Celiac disease can be diagnosed with a blood test, but people with wheat allergies or gluten intolerance are harder to pin down:
There’s not even a mediocre blood test for gluten intolerance. The diagnosis simply relies on someone’s subjective feelings of bloating, bowel changes, or mental fogginess after eating gluten. This is a set-up for all manner of pseudo-scientific self-diagnoses, especially when you consider that 2 percent of people believe they have illnesses caused by magnetic fields. And yet, a randomized, blinded trial in Italy just showed that one-third of patients with gluten intolerance clearly felt better with gluten-free diets, which confirmed “a distinct clinical condition.” …
This is the most frustrating part of gluten intolerance. There are certainly people who have a problem with gluten that’s not autoimmune or allergic. And yet, the data suggest that almost two-thirds of people who think they are gluten-intolerant really aren’t.

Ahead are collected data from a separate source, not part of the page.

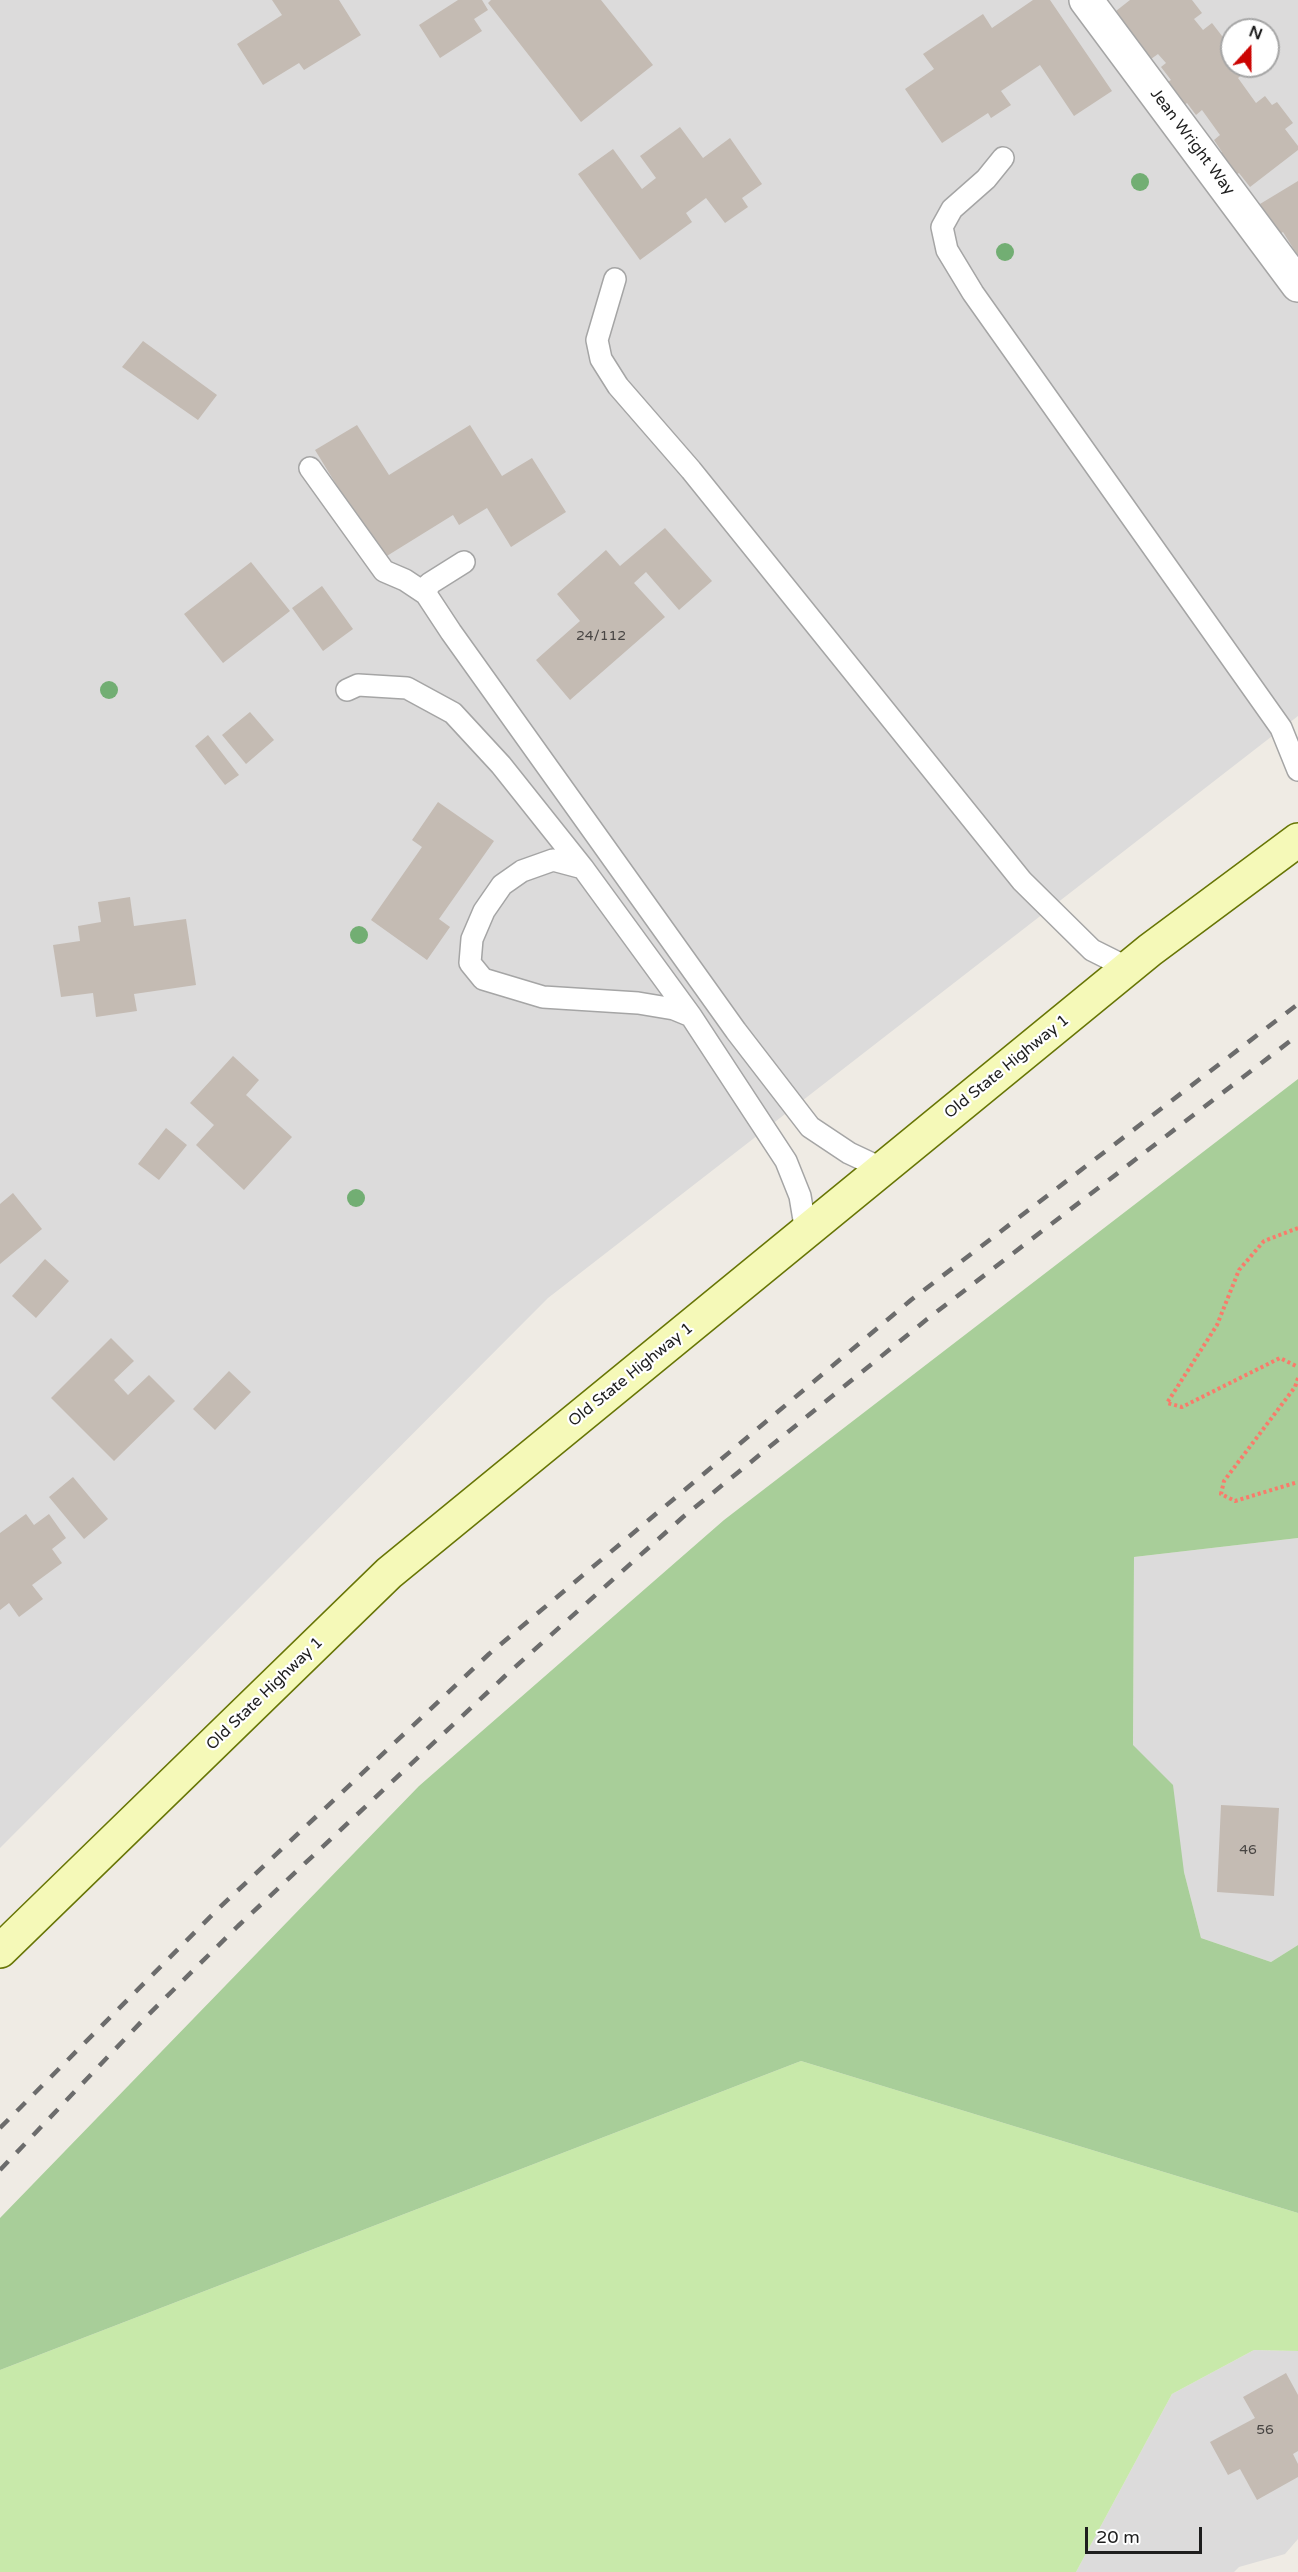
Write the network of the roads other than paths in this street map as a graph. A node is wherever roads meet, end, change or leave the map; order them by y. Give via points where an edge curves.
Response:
1 (1086, 0) edge
2 (1003, 158) dead end
3 (615, 279) dead end
4 (1298, 285) edge
5 (310, 468) dead end
6 (464, 562) dead end
7 (426, 594) junction
8 (347, 690) dead end
9 (1298, 770) edge
10 (1298, 840) edge
11 (583, 868) junction
12 (1128, 968) junction
13 (691, 1016) junction
14 (883, 1169) junction
15 (806, 1232) junction
16 (0, 1951) edge

1 - 4 street, Jean Wright Way
2 - 9 lane via 952,209 942,227 947,250 972,293 1281,728
3 - 12 lane via 597,340 601,359 618,386 691,470 1022,881 1092,950
5 - 7 lane via 384,571
6 - 7 lane via 429,584
7 - 14 lane via 736,1031 810,1127 849,1153
8 - 11 lane via 358,684 407,688 453,713 501,765
10 - 12 main road, Old State Highway 1
11 - 13 lane
11 - 13 lane via 554,860 522,871 502,885 484,911 472,939 470,963 483,979 543,997 638,1002
12 - 14 main road, Old State Highway 1
13 - 15 lane via 786,1161 800,1196
14 - 15 main road, Old State Highway 1
15 - 16 main road, Old State Highway 1 via 389,1574

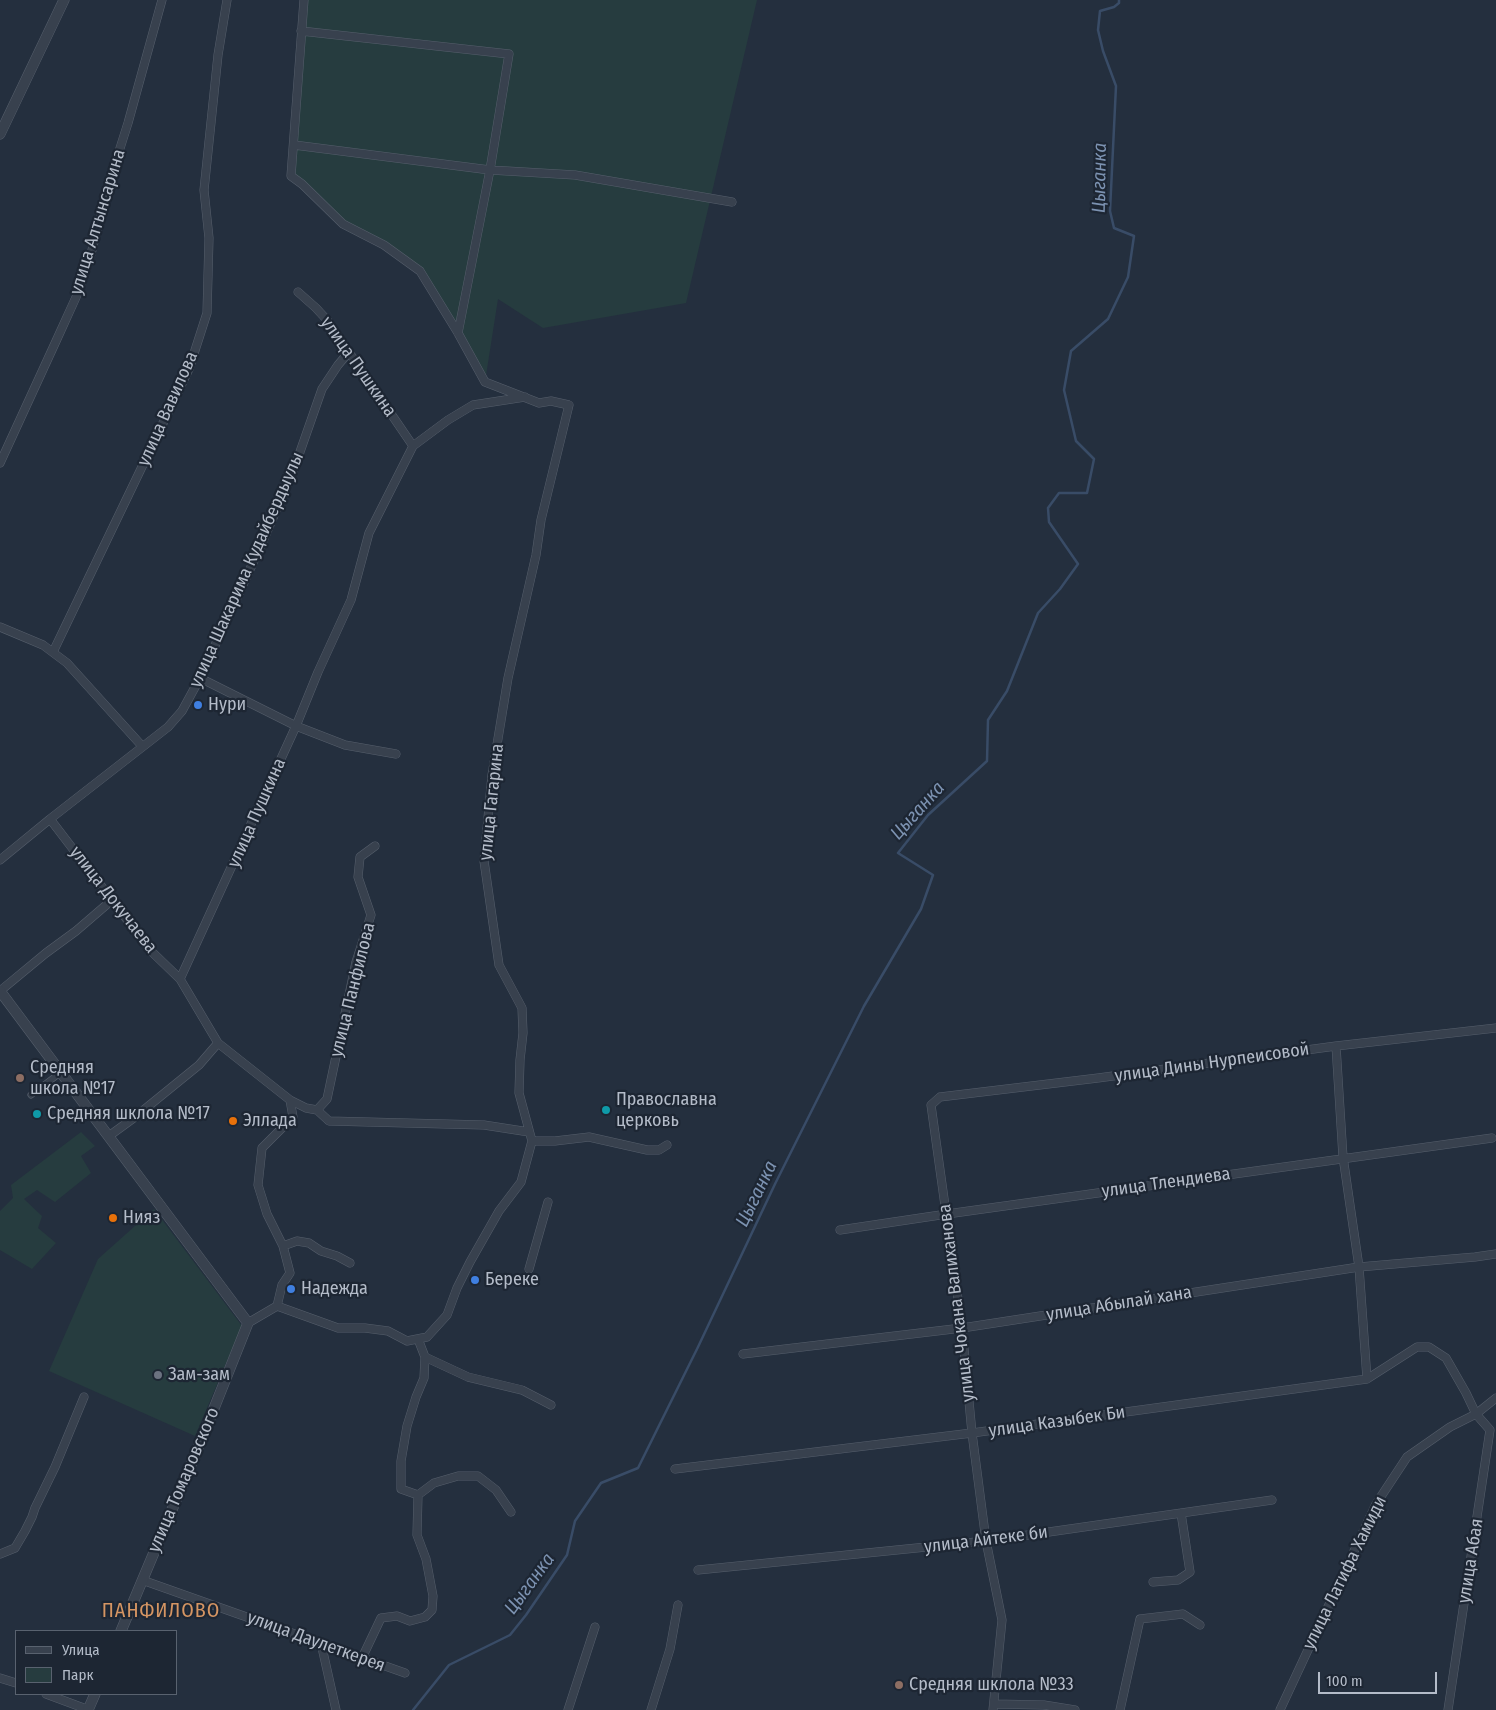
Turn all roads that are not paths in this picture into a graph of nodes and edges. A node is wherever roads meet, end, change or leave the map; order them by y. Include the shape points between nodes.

As someone put it in an email to me, “Don’t follow the example of the person who improved her health without expensive, invasive, inconclusive testing. If you think gluten may be a problem in your diet, you should keep eating it and pay someone to test your blood for unreliable markers and scope your gut for evidence of damage. It’s a much better idea than tracking your symptoms and trying a month without gluten, a month back on, then another month without to see if your health improves.”